Mekong Environmental Symposium

FISHBIO gave a presentation on the Mekong Fish Network (MFN) and the MFN Data Bank, a collaborative project with the U.S. Geological Survey. The objective of the talk was to introduce the audience to the new website and Data Bank created for Mekong Basin fisheries researchers, and to begin gathering feedback from researchers on how the network can foster collaboration and communication. The Mekong Environmental Symposium was broad in scope, and many participants came from scientific fields other than fisheries. This gave us an opportunity to reach out to researchers from diverse backgrounds and emphasize the importance of looking for research intersections in the Mekong Basin. We encourage scientists working on hydrology and water quality to consider how their research may relate to those working on fish biodiversity or ecology. As one speaker put it, there is more than one research nexus in the Mekong Basin.
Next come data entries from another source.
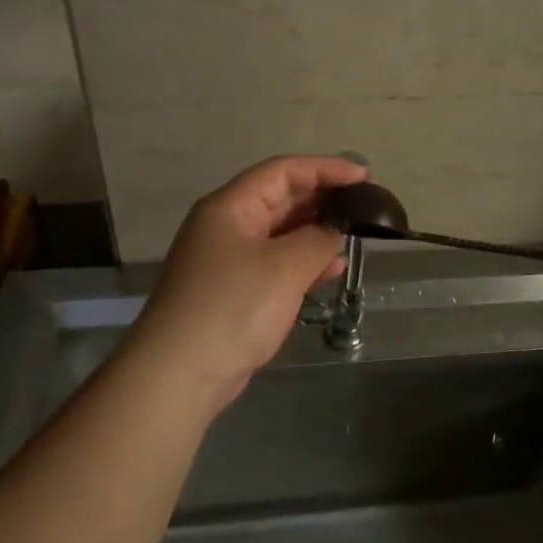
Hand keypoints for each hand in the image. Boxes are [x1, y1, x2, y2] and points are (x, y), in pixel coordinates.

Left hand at [126, 155, 367, 412]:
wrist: (179, 375)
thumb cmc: (233, 307)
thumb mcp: (284, 267)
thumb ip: (317, 240)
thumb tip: (333, 231)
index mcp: (231, 206)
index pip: (283, 171)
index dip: (325, 168)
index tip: (363, 177)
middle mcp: (227, 225)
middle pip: (280, 198)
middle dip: (322, 198)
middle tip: (363, 204)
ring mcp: (229, 259)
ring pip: (281, 232)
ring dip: (316, 231)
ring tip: (354, 233)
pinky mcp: (234, 291)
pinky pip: (276, 263)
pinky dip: (305, 262)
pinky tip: (332, 268)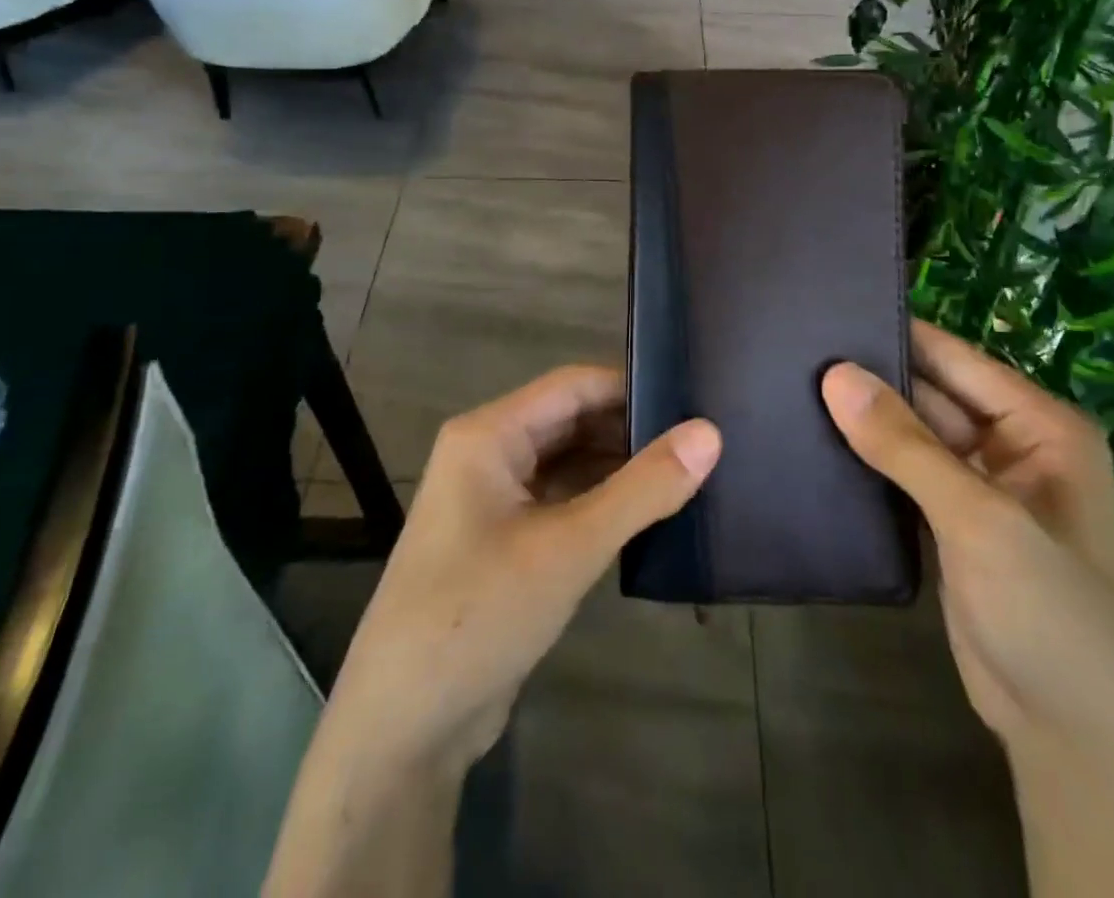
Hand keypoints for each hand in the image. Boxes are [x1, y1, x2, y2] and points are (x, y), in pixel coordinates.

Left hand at [266, 367, 720, 897]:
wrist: (403, 728)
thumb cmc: (478, 615)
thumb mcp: (569, 547)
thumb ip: (642, 488)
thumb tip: (710, 433)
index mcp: (490, 434)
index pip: (574, 386)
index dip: (632, 388)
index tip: (692, 400)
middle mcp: (489, 454)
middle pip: (571, 420)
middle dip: (630, 429)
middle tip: (701, 439)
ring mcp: (494, 499)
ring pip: (568, 462)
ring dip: (619, 466)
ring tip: (689, 471)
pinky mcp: (505, 540)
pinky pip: (562, 500)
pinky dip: (601, 501)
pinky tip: (648, 513)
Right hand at [821, 320, 1113, 751]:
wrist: (1077, 746)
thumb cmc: (1050, 614)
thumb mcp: (980, 519)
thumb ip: (905, 444)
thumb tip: (835, 374)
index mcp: (1041, 426)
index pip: (956, 358)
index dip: (896, 334)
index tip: (825, 311)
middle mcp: (1013, 446)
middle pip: (932, 394)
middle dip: (873, 377)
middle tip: (794, 350)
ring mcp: (980, 489)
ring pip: (913, 436)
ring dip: (865, 420)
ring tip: (791, 385)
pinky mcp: (952, 526)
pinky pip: (904, 475)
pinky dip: (868, 461)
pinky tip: (814, 442)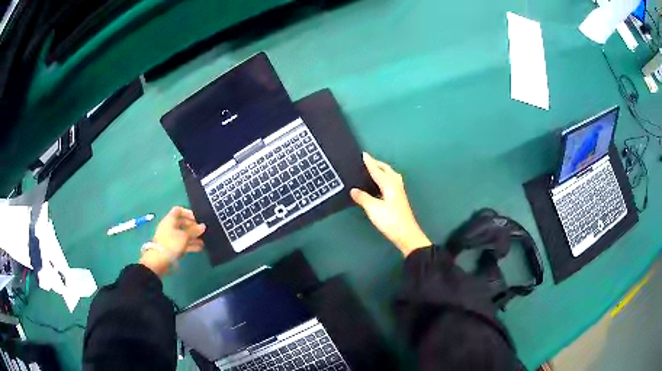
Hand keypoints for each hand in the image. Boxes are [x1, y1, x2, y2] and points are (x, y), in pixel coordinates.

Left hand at [140, 206, 205, 275]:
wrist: (159, 261)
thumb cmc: (171, 244)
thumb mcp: (184, 236)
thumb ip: (194, 230)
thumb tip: (203, 226)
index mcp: (170, 220)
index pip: (178, 210)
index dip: (188, 213)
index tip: (197, 219)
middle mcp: (169, 227)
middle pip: (182, 223)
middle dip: (192, 226)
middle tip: (202, 231)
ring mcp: (170, 238)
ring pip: (183, 234)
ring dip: (193, 237)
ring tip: (204, 241)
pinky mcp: (172, 247)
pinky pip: (182, 243)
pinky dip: (190, 244)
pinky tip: (199, 248)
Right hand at [350, 153, 430, 256]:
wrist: (406, 233)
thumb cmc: (390, 220)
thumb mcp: (373, 209)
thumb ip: (363, 198)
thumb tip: (353, 190)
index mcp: (389, 184)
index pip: (377, 170)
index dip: (369, 163)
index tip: (364, 154)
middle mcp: (395, 185)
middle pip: (387, 170)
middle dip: (378, 164)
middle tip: (368, 161)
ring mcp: (399, 192)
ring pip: (391, 175)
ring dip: (383, 170)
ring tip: (375, 170)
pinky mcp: (400, 199)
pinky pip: (392, 182)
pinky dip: (385, 178)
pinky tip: (382, 185)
There is the commonly cited nexus of food, water, and energy, but another example is the nexus of development, climate, and governance. A diversity of speakers encouraged people to see these links within their own research. Another speaker called for international dialogue, encouraging participants to see the Mekong River as a “channel of communication” to discuss trans-boundary issues and to develop trans-boundary solutions. The Mekong Environmental Symposium provided an excellent opportunity to utilize that channel to communicate about important issues in hydrology, development, climate change, aquatic ecology, food security, and water resources.